One key feature of the MetadataManager is to generate topics which can either be used to transmit messages to different endpoints OR monitor these endpoints. The MetadataManager has been built in such a way that when possible it will automatically replace placeholders with elements that match from the stored metadata. For example, below, if the metadata is loaded, the placeholders of the start topic will be automatically replaced.

metadata = {"institute" : "A",
            "adapter_id" : "B",
            "instance_id" : "C"}
manager = MetadataManager()
manager.add_data(metadata)
action = manager.equipment_terms.experiment.start()

The value of action will be A/B/C/experiment/start. However, if no metadata is loaded and the same action is taken for example:

manager = MetadataManager()
action = manager.equipment_terms.experiment.start()

The value of the action will be +/+/+/experiment/start because there are no values to be replaced with. However, it may be noticed that the placeholders have been replaced with +. This is because it’s the wildcard symbol in MQTT i.e. it will monitor all topics that match the rest of the topic elements. This in itself is a valid use of the MetadataManager because it allows partial topics to be generated to monitor specific aspects of the system. For example, during the discovery of equipment, the topic +/+/+/details can be monitored which will return messages sent from all Equipment providing their details i.e. telling the client tools that they are running. This idea can be taken further with partially replaced topics using keyword args for example:

manager = MetadataManager()
action = manager.equipment_terms.details(adapter_id="B")

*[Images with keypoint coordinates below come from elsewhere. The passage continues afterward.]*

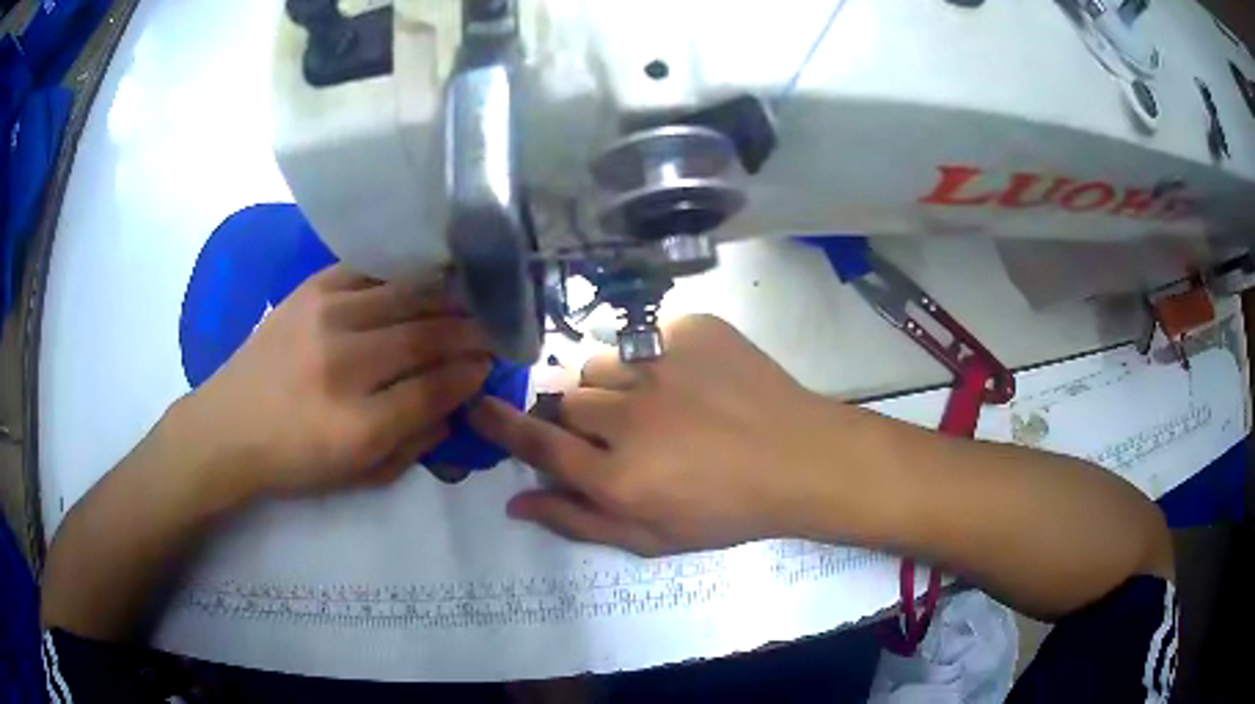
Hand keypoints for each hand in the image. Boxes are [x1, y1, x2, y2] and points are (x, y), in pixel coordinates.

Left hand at [182, 265, 490, 500]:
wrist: (228, 426)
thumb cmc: (294, 461)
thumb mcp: (359, 476)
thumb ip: (415, 445)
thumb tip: (455, 405)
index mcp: (358, 425)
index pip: (435, 388)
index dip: (470, 374)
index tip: (489, 366)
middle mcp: (345, 363)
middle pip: (426, 336)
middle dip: (469, 332)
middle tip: (491, 330)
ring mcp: (326, 317)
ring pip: (406, 296)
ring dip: (446, 298)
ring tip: (468, 301)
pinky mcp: (310, 290)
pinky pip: (371, 271)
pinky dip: (404, 273)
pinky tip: (423, 277)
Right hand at [471, 315, 849, 555]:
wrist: (800, 458)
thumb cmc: (727, 510)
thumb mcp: (652, 539)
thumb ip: (578, 522)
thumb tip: (515, 503)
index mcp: (618, 478)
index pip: (537, 443)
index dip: (502, 424)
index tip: (479, 404)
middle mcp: (630, 418)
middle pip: (566, 400)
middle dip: (578, 415)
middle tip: (618, 429)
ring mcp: (660, 365)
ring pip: (600, 364)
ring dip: (612, 384)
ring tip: (656, 403)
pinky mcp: (691, 329)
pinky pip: (643, 338)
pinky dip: (654, 358)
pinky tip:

This input will produce the action: +/B/+/details which inserts wildcards when not provided and replaces elements in which the keyword matches the placeholder. This may be useful in cases where you would only like to see equipment of a specific type. However, there are cases where this is necessary because the metadata manager does not hold the required type of information.

metadata = {"institute" : "A",
            "adapter_id" : "B",
            "instance_id" : "C"}
manager = MetadataManager()
manager.add_data(metadata)
action = manager.equipment_terms.experiment.measurement(experiment_id="D",measurement="E")

This action describing a measurement will output 'A/B/C/experiment/D/measurement/E'. The experiment ID and measurement need to be provided because they are more transient (equipment will run many experiments, but its metadata is unlikely to change). The MetadataManager provides some utility, such as was_called, to assist with programmatically identifying when topics have been posted to partial topics (it essentially matches two topics to ensure everything not a placeholder matches). In conclusion, the MetadataManager is designed to be flexible and function both in proxy and client tools i.e. for both transmitting and receiving data.